Your task.
In the material below, find how many lines contain the string "path". Write only that number.

The input.
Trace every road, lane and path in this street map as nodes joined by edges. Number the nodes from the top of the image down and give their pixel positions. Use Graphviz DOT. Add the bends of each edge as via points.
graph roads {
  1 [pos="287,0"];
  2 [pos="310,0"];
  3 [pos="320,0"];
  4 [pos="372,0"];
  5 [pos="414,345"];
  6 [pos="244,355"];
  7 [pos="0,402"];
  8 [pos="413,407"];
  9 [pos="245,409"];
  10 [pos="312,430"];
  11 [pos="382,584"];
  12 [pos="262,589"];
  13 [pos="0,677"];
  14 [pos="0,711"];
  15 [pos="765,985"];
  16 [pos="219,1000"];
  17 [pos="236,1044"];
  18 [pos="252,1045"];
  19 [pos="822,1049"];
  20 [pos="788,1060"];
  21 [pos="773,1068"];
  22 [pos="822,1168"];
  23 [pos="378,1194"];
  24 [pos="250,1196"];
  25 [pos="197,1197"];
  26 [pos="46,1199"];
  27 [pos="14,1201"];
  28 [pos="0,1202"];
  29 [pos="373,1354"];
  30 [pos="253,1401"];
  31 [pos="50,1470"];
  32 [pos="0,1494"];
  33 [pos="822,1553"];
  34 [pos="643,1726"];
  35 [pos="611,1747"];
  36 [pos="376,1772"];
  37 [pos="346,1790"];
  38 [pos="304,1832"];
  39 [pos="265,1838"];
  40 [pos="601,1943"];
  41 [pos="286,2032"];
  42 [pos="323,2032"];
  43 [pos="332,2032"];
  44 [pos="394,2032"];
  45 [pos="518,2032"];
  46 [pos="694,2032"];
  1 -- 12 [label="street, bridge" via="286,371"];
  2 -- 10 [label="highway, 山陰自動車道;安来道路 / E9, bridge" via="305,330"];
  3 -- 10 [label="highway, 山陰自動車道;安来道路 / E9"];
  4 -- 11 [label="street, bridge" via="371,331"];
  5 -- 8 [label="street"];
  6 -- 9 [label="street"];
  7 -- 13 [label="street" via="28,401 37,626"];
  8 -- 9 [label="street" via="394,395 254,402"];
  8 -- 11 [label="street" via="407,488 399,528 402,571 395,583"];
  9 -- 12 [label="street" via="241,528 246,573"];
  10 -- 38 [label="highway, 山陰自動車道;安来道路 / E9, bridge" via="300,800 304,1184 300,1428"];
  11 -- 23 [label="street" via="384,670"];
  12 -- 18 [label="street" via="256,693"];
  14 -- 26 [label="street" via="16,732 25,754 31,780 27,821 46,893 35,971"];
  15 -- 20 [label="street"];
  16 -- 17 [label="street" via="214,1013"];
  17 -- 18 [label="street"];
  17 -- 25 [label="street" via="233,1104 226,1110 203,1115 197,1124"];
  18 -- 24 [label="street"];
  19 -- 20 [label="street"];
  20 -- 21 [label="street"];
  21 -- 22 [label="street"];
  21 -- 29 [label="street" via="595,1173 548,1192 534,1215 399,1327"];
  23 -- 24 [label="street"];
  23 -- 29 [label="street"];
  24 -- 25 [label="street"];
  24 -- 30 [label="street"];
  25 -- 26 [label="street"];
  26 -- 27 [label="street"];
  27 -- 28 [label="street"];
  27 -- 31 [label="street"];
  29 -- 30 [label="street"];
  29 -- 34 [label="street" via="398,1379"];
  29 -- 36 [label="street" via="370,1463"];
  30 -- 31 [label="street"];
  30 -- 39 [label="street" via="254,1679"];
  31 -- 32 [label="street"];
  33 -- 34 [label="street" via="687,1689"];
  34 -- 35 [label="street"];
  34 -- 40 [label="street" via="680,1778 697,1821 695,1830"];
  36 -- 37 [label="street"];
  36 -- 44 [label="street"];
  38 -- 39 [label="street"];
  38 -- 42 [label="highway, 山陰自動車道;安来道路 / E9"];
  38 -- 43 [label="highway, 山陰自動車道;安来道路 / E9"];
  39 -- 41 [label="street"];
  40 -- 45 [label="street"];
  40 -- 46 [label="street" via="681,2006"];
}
---
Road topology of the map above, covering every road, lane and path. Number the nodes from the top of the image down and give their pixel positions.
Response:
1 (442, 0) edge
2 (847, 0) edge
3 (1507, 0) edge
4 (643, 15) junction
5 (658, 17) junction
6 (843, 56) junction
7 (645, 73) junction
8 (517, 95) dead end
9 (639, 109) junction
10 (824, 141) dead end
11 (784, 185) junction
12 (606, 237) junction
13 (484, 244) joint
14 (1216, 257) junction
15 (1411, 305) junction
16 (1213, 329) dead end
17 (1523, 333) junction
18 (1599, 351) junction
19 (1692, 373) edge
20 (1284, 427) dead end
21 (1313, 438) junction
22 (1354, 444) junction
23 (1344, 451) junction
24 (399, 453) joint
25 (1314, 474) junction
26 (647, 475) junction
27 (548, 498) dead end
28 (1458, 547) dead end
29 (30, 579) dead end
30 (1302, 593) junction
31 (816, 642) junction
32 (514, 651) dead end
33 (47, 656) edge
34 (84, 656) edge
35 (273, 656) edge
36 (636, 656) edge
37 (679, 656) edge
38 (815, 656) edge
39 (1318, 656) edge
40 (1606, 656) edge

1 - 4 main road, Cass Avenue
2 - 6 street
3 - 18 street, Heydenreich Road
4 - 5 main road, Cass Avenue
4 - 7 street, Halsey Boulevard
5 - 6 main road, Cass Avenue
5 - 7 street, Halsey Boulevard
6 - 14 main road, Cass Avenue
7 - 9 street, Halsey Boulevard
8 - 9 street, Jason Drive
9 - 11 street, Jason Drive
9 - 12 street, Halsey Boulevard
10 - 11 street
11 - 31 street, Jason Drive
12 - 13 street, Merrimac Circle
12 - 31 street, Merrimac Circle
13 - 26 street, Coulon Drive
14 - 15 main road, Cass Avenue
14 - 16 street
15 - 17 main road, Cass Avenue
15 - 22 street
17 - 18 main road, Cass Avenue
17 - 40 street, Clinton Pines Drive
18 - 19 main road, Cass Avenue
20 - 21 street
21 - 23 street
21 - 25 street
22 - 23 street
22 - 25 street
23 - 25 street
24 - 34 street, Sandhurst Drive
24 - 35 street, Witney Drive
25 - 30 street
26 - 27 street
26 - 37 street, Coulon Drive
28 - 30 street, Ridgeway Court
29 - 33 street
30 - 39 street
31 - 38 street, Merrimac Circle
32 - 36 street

Problem solution.
2